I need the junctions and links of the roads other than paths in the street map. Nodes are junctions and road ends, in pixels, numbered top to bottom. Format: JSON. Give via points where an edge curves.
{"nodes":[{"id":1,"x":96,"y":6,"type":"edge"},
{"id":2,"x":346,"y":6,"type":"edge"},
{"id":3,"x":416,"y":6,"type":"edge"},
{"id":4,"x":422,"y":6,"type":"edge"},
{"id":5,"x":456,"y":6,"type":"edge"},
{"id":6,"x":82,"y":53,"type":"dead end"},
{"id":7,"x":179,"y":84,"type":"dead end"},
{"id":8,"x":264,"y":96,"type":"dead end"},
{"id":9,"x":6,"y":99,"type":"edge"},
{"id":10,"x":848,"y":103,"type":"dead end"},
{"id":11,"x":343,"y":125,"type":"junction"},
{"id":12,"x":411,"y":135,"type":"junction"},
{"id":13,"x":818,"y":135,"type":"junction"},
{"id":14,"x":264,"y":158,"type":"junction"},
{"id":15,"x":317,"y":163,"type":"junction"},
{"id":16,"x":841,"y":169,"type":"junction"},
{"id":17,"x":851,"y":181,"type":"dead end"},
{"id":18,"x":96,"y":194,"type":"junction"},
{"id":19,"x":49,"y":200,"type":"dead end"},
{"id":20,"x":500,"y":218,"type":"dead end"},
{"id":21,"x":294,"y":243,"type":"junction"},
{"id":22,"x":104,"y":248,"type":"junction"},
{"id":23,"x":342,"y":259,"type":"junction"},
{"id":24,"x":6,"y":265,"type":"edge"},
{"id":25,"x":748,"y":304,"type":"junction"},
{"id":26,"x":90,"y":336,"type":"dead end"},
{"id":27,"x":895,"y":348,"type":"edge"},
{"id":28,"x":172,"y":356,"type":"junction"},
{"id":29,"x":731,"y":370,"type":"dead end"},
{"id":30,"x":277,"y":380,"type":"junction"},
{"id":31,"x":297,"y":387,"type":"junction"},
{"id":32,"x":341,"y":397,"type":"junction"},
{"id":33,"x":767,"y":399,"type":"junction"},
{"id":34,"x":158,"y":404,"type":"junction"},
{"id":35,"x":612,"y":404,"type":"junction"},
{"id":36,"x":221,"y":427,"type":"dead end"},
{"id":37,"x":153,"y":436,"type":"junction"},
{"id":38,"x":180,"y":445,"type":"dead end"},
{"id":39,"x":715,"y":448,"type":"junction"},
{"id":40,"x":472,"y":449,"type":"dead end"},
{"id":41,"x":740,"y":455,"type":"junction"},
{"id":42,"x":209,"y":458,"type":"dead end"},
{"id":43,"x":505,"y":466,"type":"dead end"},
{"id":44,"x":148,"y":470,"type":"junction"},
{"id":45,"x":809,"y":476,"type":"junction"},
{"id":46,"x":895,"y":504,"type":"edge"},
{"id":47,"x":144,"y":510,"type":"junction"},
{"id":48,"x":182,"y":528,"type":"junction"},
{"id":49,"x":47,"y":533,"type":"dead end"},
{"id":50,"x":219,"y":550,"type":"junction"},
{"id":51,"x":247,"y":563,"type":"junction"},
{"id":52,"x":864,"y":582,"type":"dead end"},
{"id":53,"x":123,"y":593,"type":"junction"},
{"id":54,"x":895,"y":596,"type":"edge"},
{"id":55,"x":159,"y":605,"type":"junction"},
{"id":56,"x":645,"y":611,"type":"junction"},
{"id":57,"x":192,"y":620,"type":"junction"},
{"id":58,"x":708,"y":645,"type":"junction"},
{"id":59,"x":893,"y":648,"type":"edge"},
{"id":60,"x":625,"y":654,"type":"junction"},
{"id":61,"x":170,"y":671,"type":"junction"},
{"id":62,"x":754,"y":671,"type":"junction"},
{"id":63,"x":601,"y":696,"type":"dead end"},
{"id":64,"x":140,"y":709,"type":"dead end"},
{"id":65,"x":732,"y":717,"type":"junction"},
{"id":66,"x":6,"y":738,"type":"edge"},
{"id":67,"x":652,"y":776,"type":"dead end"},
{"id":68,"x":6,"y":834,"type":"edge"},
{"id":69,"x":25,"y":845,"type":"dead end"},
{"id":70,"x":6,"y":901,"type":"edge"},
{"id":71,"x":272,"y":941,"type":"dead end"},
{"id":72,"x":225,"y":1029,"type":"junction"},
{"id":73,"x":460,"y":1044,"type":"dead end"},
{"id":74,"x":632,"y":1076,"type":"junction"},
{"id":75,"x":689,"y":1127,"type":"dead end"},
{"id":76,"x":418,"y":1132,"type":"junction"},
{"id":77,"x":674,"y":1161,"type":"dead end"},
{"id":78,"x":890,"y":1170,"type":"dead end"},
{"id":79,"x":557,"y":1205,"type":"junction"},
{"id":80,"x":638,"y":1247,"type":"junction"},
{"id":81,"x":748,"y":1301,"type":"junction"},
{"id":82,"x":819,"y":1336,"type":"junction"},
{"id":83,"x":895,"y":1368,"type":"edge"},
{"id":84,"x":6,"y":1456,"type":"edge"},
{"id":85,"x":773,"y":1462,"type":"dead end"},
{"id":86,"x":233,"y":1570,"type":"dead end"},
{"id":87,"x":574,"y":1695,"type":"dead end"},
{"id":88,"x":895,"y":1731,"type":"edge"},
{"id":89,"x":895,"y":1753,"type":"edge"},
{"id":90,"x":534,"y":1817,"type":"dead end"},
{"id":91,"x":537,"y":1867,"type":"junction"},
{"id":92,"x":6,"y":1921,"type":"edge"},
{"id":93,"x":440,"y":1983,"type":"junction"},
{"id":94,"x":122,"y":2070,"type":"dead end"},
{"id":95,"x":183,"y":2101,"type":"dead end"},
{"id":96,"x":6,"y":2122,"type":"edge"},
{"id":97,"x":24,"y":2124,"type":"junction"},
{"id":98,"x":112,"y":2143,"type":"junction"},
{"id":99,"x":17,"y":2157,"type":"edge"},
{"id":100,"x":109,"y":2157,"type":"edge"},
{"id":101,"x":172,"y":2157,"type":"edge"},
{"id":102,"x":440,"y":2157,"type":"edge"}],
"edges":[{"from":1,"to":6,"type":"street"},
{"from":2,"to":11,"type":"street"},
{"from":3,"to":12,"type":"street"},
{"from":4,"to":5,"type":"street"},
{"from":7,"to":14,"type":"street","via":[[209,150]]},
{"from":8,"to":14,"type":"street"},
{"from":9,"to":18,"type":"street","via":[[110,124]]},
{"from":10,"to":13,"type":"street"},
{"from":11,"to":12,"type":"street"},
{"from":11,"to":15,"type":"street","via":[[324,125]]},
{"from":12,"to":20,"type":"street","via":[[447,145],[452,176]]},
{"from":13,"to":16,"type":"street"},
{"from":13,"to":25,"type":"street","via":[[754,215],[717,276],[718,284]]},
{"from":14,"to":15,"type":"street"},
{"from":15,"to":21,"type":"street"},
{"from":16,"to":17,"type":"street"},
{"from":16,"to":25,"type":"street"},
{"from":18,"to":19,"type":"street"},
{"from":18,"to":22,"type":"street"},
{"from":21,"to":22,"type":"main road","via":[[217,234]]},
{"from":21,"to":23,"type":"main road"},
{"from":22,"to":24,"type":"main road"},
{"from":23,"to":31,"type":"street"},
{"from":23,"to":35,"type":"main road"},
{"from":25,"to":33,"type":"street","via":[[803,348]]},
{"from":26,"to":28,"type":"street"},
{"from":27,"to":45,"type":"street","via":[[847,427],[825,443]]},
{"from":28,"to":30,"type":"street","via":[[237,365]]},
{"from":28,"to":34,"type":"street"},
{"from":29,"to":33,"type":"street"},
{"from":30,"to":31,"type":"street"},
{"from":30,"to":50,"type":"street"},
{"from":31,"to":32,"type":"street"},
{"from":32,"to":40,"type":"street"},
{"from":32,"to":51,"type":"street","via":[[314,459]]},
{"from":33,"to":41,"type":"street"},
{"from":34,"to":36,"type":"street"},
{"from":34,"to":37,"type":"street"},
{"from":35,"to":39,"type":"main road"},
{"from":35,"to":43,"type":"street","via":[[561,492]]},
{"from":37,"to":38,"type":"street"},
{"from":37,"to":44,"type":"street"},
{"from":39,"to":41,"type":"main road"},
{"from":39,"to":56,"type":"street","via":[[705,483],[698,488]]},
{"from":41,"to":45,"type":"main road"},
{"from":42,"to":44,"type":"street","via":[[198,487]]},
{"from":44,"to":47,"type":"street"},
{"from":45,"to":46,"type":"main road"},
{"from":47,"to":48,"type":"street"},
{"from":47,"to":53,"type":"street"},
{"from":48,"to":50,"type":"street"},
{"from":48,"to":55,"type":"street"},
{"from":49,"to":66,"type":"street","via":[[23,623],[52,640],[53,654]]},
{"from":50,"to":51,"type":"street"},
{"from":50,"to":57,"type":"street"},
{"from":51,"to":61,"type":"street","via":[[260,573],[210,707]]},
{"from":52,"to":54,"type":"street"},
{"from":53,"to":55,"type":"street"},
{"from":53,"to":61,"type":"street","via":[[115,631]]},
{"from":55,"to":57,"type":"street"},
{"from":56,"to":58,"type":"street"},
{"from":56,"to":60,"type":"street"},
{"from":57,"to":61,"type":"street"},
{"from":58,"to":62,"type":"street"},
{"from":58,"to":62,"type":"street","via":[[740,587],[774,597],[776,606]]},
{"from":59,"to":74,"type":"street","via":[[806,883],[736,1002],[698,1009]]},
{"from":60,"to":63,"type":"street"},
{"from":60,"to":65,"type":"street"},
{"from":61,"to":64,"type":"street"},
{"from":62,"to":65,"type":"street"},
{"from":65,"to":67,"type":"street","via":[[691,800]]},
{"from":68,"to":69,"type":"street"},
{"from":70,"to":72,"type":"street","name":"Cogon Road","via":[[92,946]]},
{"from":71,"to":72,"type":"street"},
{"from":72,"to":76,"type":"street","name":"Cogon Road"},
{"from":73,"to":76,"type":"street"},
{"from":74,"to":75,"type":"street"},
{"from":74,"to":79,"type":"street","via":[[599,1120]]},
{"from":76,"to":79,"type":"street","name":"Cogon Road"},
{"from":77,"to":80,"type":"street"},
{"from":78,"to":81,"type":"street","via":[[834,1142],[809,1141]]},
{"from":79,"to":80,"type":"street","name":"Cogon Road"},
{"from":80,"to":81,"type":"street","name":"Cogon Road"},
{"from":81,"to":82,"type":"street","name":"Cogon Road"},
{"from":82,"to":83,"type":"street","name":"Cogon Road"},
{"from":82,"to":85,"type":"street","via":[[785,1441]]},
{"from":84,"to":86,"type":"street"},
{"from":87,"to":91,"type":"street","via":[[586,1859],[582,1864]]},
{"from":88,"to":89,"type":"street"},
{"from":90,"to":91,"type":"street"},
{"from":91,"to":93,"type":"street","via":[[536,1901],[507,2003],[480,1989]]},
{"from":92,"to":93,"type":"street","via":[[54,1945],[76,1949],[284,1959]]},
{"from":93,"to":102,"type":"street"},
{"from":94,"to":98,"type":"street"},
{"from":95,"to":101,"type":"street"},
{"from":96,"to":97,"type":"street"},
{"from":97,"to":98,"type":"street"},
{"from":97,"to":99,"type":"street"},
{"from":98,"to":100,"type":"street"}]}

Exercise goal: Scan the material for lines with the word "Cogon", and copy each line you find.

Task response:
{"from":70,"to":72,"type":"street","name":"Cogon Road","via":[[92,946]]},
{"from":72,"to":76,"type":"street","name":"Cogon Road"},
{"from":76,"to":79,"type":"street","name":"Cogon Road"},
{"from":79,"to":80,"type":"street","name":"Cogon Road"},
{"from":80,"to":81,"type":"street","name":"Cogon Road"},
{"from":81,"to":82,"type":"street","name":"Cogon Road"},
{"from":82,"to":83,"type":"street","name":"Cogon Road"},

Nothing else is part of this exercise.